- Opening Delimiter -

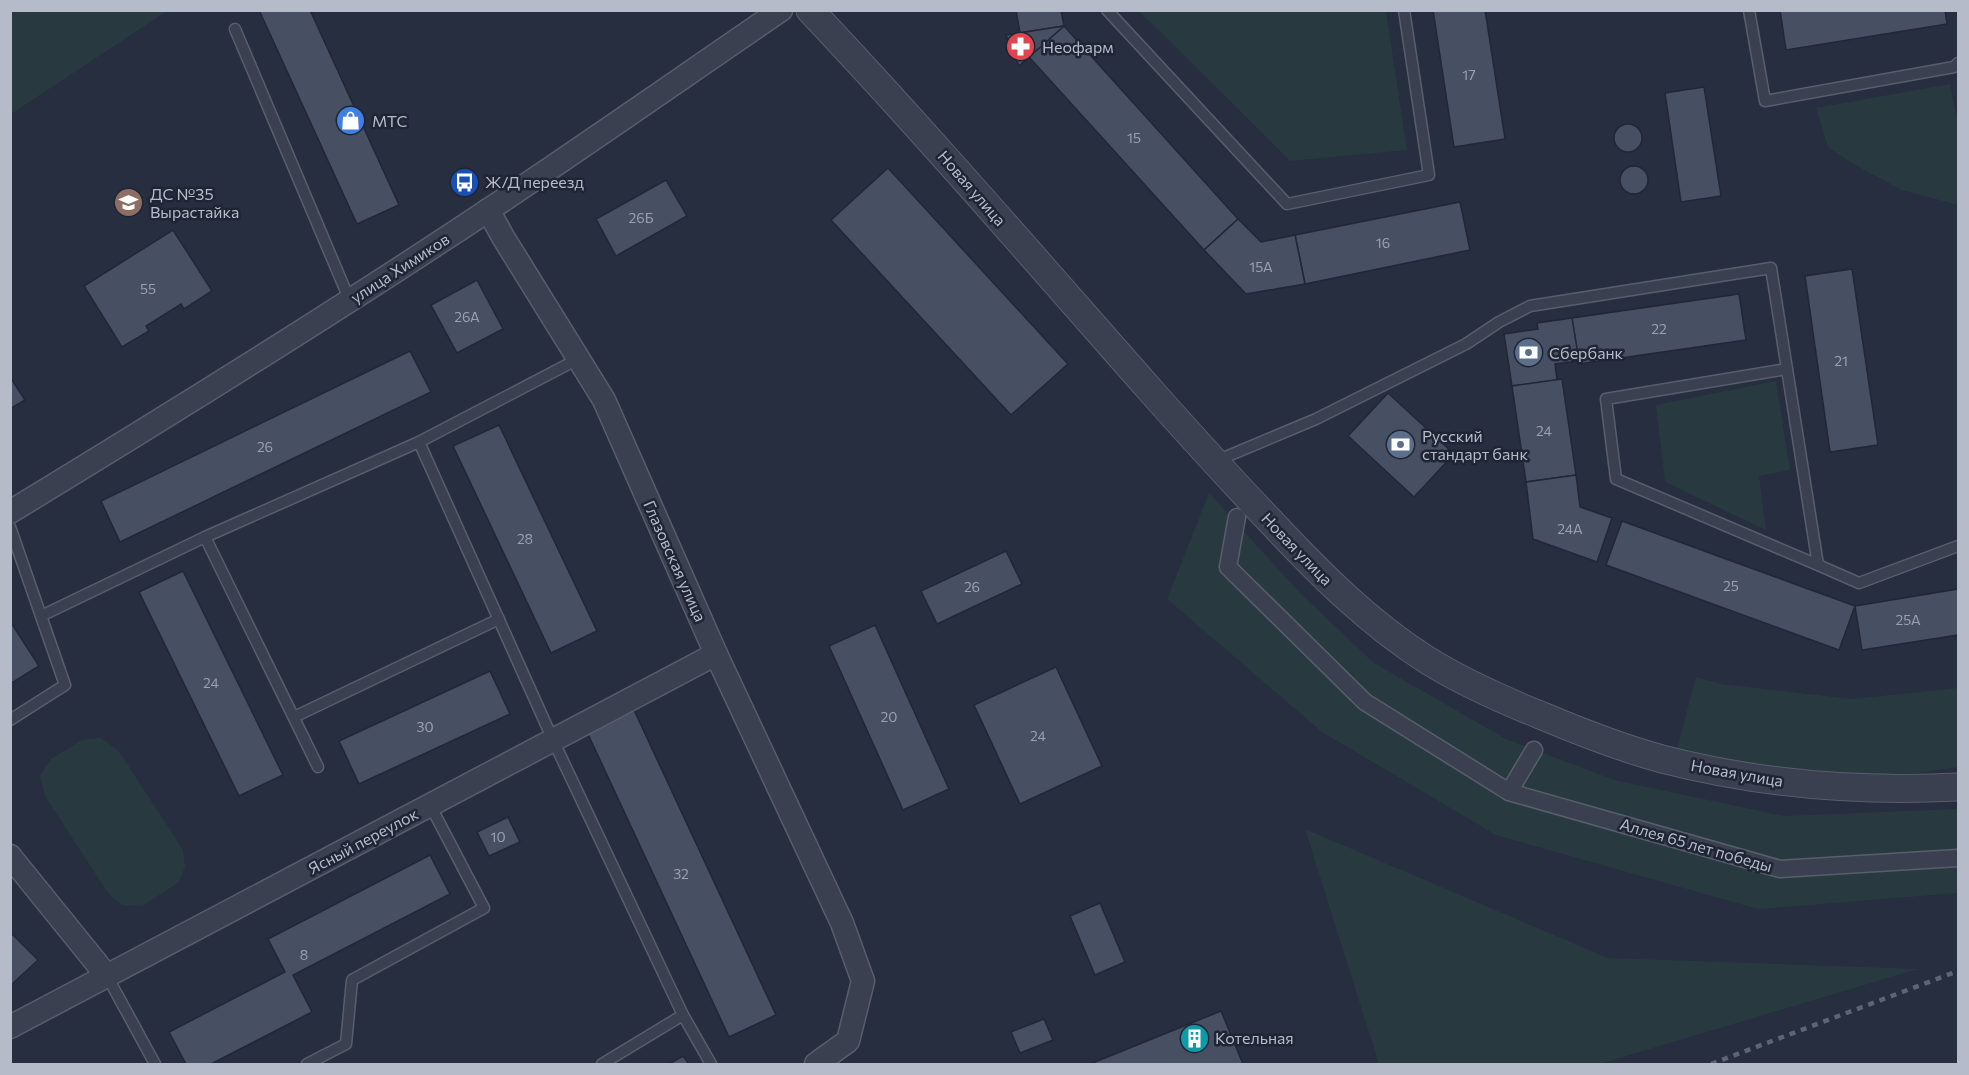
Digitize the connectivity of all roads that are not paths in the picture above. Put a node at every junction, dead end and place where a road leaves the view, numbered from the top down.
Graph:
1 (781, 10) edge
2 (810, 10) edge
3 (1107, 10) edge
4 (1404, 10) edge
5 (1749, 10) edge
6 (235, 29) dead end
7 (1959, 63) edge
8 (488, 210) junction
9 (350, 301) junction
10 (578, 359) junction
11 (1787, 369) junction
12 (419, 442) junction
13 (1214, 462) junction
14 (10, 512) edge
15 (1237, 517) dead end
16 (10, 527) edge
17 (205, 537) junction
18 (1959, 546) edge
19 (1818, 565) junction
20 (41, 616) junction
21 (499, 620) junction
22 (716, 654) junction
23 (294, 717) junction
24 (10, 720) edge
25 (553, 740) junction
26 (1534, 750) dead end
27 (318, 767) dead end
28 (1959, 787) edge
29 (1509, 792) junction
30 (430, 805) junction
31 (10, 856) edge
32 (1959, 858) edge
33 (107, 976) junction
34 (683, 1015) junction
35 (10, 1027) edge
36 (154, 1065) edge
37 (308, 1065) edge
38 (602, 1065) edge
39 (711, 1065) edge
40 (816, 1065) edge

1 - 8 street, улица Химиков
2 - 13 street, Новая улица
3 - 4 lane
5 - 7 lane
6 - 9 lane
8 - 9 street, улица Химиков
8 - 10 street, Глазовская улица
9 - 14 street, улица Химиков
10 - 12 lane
10 - 22 street, Глазовская улица
11 - 13 lane
11 - 19 lane
11 - 19 lane
12 - 17 lane
12 - 21 lane
13 - 28 street, Новая улица
15 - 29 street, Аллея 65 лет победы
16 - 20 lane
17 - 20 lane
17 - 23 lane
18 - 19 lane
20 - 24 lane
21 - 23 lane
21 - 25 lane
22 - 25 street, Ясный переулок
22 - 40 street, Глазовская улица
23 - 27 lane
25 - 30 street, Ясный переулок
25 - 34 lane
26 - 29 street
29 - 32 street, Аллея 65 лет победы
30 - 33 street, Ясный переулок
30 - 37 lane
31 - 33 street
33 - 35 street, Ясный переулок
33 - 36 lane
34 - 38 lane
34 - 39 lane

- Closing Delimiter -

Work to complete:
Your task is to copy every line of the entries that contains the string "dead".

Answer to this exercise:
Digitize the connectivity of all roads that are not paths in the picture above. Put a node at every junction, dead end and place where a road leaves the view, numbered from the top down.
6 (235, 29) dead end
15 (1237, 517) dead end
26 (1534, 750) dead end
27 (318, 767) dead end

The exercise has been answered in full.